You can give an example for the simulation tasks. For example, the problem of calculating the trajectory of interacting physical bodies. Such problems are solved, as a rule, by computer modeling. It is assumed that, if the time interval divided into small pieces, it is possible to iteratively calculate new coordinate for each of the bodies. The time interval is less, the accuracy of calculations is higher. Previously, single-processor servers were meaningless data parallelize problem. In the cycle corresponding to the set of all bodies was calculated for each coordinate. You also need a pool of sessions 1C and coordinator tasks that will give each session 1C your document to hold. Once the session holding the document and released, the coordinator gives her a new holding on. You may ask, what about the sequence and exact chronology? Coordinator is responsible for this lock. If the document is associated with ongoing at this time by other documents at the data level, for example, the nomenclature or the client, and then it will wait for their turn. If the document is not connected, it will be carried out in parallel. Each individual processor is parallel to the handle holding his instrument, thereby will accelerate. In this case, if the data are not closely related to each other, the acceleration can be very significant, sometimes 10s times. Of course, this depends on the server resources.

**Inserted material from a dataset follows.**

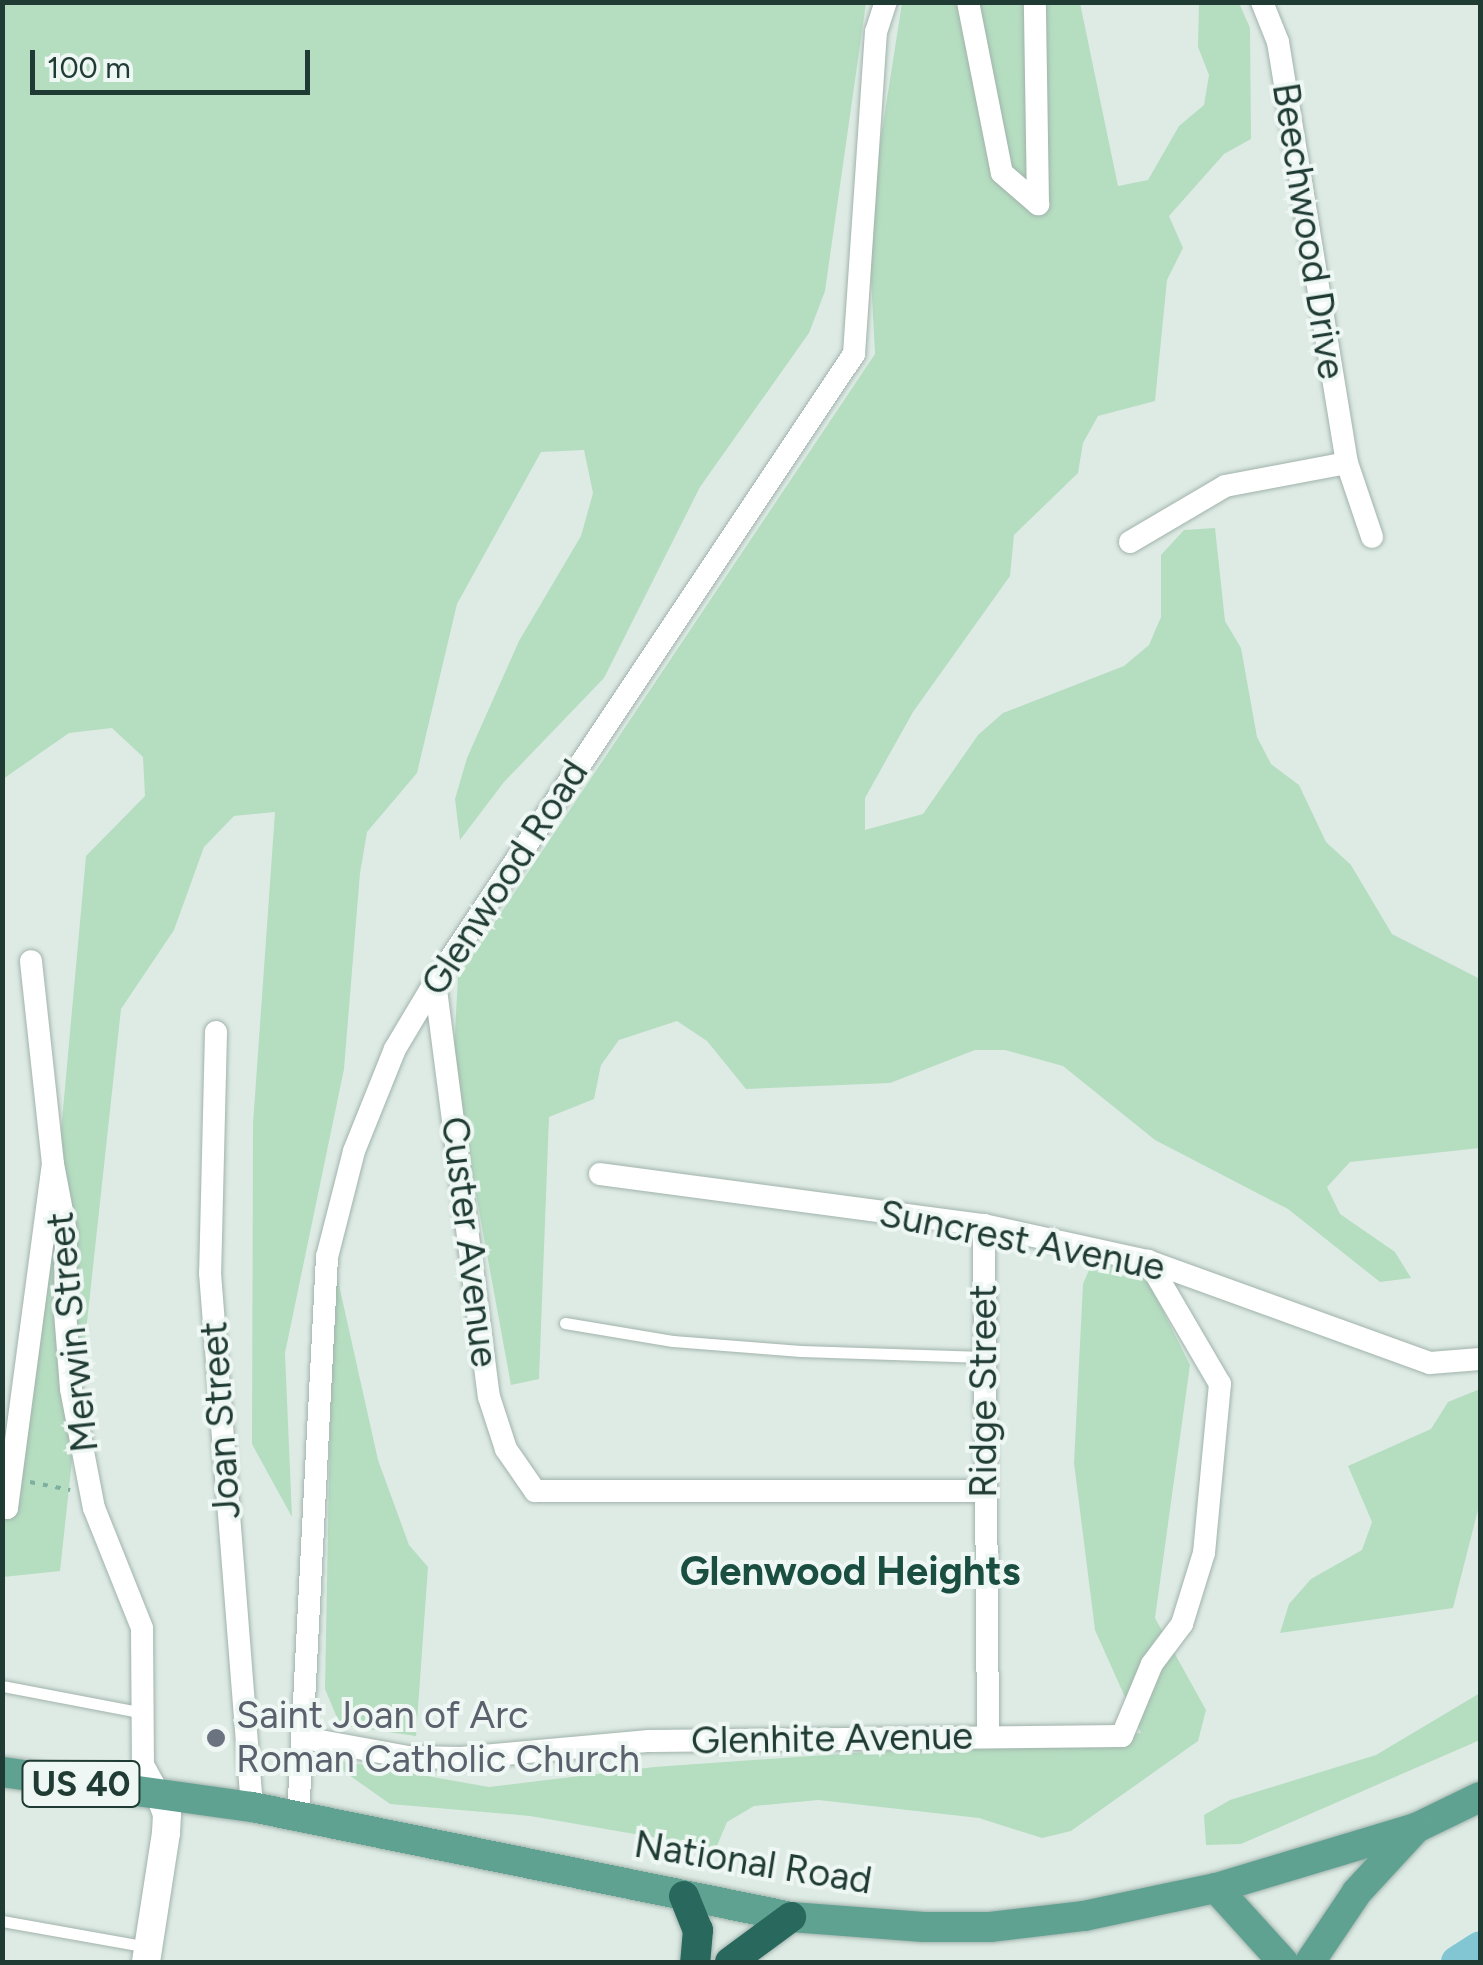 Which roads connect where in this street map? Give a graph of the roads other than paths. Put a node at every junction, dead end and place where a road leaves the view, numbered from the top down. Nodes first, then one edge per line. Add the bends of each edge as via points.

On the weak acceleration servers will be negligible.

Now, many languages support multithreading and the possibility of parallel computing. But, in my opinion, it is made inconvenient for developers. The complexity of the design covers the advantages of scalability features of the system.

Literature:

1.Nemnyugin S. Stesik O. Parallel Programming for multiprocessor systems. SPb .: BHV-Peterburg, 2002. 400p.

2. Antonov AS Parallel programming using MPI technology. M., from the Moscow State University in 2004

3. Zhangisina GD Parallel computing and multiprocessor computers in solving scientific and engineering problems. Almaty: ATU 2006-1 copy.